Model hyperparameters:
 [('std_scaler', StandardScaler(copy=True, with_mean=True, with_std=True)), ('classifier', RandomForestClassifier(bootstrap=True, class_weight=None, criterion='gini',
            max_depth=None, max_features='auto', max_leaf_nodes=None,
            min_impurity_decrease=0.0, min_impurity_split=None,
            min_samples_leaf=1, min_samples_split=2,
            min_weight_fraction_leaf=0.0, n_estimators='warn', n_jobs=None,
            oob_score=False, random_state=None, verbose=0,
            warm_start=False))]


In [None]:
import cPickle
# save the classifier "rfc"
with open('my_dumped_classifier.pkl', 'wb') as fid:
    cPickle.dump(rfc, fid)    

# load it again
#with open('my_dumped_classifier.pkl', 'rb') as fid:
#    gnb_loaded = cPickle.load(fid)

In [None]:
#Get parameters for pipeline object
#scale_pipeline.estimator.get_params().keys()

In [None]:
print("Base Model")
print(base_train_acc)
print(base_test_acc)

#get predictions with best parameters
grid_predict = best_grid.predict(X_test)

grid_train_acc = accuracy_score(y_train, best_grid.predict(X_train))
grid_test_acc = accuracy_score(y_test, grid_predict)
print("\n")
print("Grid Search Model")
print(grid_train_acc)
print(grid_test_acc)

#print('Improvement of {:0.2f}%.'.format( 100 * (grid_test_acc - base_test_acc) / base_test_acc))

### Output
**Base Model**  
1.0  
0.45652173913

**Grid Search Model**  
0.895238095238  
0.565217391304

In [None]:
print('Improvement of {:0.2f}%.'.format( 100 * (grid_test_acc - base_test_acc) / base_test_acc))

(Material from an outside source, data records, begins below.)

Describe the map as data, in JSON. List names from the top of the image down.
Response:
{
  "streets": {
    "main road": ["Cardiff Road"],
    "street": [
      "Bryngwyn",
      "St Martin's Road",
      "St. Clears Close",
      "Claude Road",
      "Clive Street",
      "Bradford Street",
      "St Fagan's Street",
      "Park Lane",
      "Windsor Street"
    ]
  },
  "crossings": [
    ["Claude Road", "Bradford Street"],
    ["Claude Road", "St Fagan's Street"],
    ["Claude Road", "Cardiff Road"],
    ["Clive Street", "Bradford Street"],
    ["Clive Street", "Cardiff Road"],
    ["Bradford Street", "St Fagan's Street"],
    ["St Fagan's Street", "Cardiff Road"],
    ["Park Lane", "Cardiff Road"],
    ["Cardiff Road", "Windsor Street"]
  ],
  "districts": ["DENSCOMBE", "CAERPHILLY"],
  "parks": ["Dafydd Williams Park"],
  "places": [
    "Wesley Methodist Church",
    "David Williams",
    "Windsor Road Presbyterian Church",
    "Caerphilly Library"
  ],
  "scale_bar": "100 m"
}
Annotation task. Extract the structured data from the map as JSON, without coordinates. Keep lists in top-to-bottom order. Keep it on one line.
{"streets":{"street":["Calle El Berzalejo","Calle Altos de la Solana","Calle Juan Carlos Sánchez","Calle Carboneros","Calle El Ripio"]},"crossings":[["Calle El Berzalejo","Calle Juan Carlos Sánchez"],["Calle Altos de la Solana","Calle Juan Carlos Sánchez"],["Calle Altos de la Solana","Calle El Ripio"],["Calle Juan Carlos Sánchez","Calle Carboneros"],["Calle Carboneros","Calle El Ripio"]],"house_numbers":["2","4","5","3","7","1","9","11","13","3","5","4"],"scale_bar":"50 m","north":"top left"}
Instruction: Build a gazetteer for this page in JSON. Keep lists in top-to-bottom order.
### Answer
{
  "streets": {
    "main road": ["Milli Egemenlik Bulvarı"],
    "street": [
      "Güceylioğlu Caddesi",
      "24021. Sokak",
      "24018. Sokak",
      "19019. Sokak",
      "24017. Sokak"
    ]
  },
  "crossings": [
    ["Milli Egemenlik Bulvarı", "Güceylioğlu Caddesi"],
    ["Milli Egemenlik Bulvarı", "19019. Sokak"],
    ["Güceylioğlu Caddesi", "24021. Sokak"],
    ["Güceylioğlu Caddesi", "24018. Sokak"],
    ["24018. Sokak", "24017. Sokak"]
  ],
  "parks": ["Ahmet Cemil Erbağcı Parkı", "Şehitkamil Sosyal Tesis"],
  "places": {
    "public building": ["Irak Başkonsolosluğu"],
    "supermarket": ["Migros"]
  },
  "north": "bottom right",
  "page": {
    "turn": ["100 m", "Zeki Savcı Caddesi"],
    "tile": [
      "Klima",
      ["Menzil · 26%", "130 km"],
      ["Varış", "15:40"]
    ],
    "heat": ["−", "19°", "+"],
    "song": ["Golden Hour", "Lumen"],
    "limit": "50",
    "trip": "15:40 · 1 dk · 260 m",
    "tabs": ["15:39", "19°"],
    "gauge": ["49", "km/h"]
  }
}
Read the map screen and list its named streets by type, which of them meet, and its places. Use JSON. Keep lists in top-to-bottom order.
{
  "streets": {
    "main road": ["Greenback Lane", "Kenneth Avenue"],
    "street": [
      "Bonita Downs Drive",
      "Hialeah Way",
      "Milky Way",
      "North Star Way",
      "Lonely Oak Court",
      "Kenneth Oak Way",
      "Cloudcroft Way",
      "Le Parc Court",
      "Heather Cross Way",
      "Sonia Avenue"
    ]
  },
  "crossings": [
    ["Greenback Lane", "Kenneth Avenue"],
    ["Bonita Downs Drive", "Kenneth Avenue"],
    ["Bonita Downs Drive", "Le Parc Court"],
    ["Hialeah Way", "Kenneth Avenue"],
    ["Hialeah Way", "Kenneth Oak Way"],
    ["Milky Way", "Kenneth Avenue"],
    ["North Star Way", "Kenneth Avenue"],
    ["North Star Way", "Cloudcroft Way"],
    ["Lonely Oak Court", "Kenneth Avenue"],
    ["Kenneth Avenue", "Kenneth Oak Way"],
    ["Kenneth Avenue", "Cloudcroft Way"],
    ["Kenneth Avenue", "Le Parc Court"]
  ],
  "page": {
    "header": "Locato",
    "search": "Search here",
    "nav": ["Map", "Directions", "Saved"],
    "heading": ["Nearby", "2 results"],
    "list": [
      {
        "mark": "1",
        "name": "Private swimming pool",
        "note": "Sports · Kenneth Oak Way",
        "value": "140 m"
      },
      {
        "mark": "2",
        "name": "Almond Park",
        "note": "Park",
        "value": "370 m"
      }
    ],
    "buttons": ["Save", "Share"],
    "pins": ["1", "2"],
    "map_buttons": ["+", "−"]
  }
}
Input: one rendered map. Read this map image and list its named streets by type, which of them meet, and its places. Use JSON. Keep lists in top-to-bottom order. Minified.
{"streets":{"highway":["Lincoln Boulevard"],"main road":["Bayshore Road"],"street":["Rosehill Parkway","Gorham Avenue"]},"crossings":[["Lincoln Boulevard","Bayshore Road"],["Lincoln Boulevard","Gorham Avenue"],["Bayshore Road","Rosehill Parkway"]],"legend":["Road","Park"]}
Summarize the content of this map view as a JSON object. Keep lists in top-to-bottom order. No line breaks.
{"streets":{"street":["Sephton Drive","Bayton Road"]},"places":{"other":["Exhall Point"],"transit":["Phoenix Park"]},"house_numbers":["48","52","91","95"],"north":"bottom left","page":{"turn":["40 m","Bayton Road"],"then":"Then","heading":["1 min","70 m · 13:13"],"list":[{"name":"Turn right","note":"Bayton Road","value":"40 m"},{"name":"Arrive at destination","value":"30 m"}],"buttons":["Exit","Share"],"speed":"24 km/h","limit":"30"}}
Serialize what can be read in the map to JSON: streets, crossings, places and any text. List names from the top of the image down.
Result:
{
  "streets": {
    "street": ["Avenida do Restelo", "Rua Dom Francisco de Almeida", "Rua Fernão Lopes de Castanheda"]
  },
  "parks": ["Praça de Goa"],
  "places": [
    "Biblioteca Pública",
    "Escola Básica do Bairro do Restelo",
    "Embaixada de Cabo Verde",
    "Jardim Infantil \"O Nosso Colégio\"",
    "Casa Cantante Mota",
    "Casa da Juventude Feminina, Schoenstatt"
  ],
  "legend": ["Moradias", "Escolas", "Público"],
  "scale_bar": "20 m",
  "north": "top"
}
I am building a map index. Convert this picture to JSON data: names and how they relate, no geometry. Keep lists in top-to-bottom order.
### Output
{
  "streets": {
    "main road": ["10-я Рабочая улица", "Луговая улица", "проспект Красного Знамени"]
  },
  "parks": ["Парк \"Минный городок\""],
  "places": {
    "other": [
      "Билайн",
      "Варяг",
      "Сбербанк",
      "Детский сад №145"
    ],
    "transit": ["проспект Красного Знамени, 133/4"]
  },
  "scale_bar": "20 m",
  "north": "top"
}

### Grid Search Accuracy Results
**Base Model**
```
1.0
0.45652173913
```
**Grid Search Model**
```
1.0
0.50
```

***Improvement of 9.52%. to 50%***

In [None]:
grid_search.best_params_

In [None]:
# examine the best model#
print('Best Estimator:')
print(grid_search.best_estimator_)
print()
print('Best Score:')
print(grid_search.best_score_)
print()
print('Best Parameters:')
print(grid_search.best_params_)

**Best Estimator**
```
RandomForestClassifier(bootstrap=True, class_weight=None, criterion='gini',
            max_depth=60, max_features=4, max_leaf_nodes=None,
            min_impurity_decrease=0.0, min_impurity_split=None,
            min_samples_leaf=5, min_samples_split=2,
            min_weight_fraction_leaf=0.0, n_estimators=100, n_jobs=1,
            oob_score=False, random_state=101, verbose=0, warm_start=False)
```

**Best Score**
```
0.704761904762
```
**Best Parameters**
```
{'bootstrap': True, 'max_depth': 60, 'max_features': 4, 'min_samples_leaf': 5, 'min_samples_split': 2, 'n_estimators': 100}
```

### Use new parameters from gridsearch to create and fit model

In [None]:
#Fit classifier with new model parameters from gridsearch
rfc = RandomForestClassifier(bootstrap=True, class_weight=None, criterion='gini',
            max_depth=60, max_features=4, max_leaf_nodes=None,
            min_impurity_decrease=0.0, min_impurity_split=None,
            min_samples_leaf=5, min_samples_split=2,
            min_weight_fraction_leaf=0.0, n_estimators=100, n_jobs=1,
            oob_score=False, random_state=101, verbose=0, warm_start=False)

#Fit model
rfc.fit(X_train, y_train)

#Predict Classifier
rfc_pred = rfc.predict(X_test)

## Random Forest Model Eval

In [None]:
#Accuracy
rfc_acc = accuracy_score(y_test, rfc_pred)
print(rfc_acc)


In [None]:
#Find Feature Importances
feature_importances = pd.DataFrame(rfc.feature_importances_,
                                   index = X_train.columns,
                                    columns=['importance']).sort_values('importance', ascending=False)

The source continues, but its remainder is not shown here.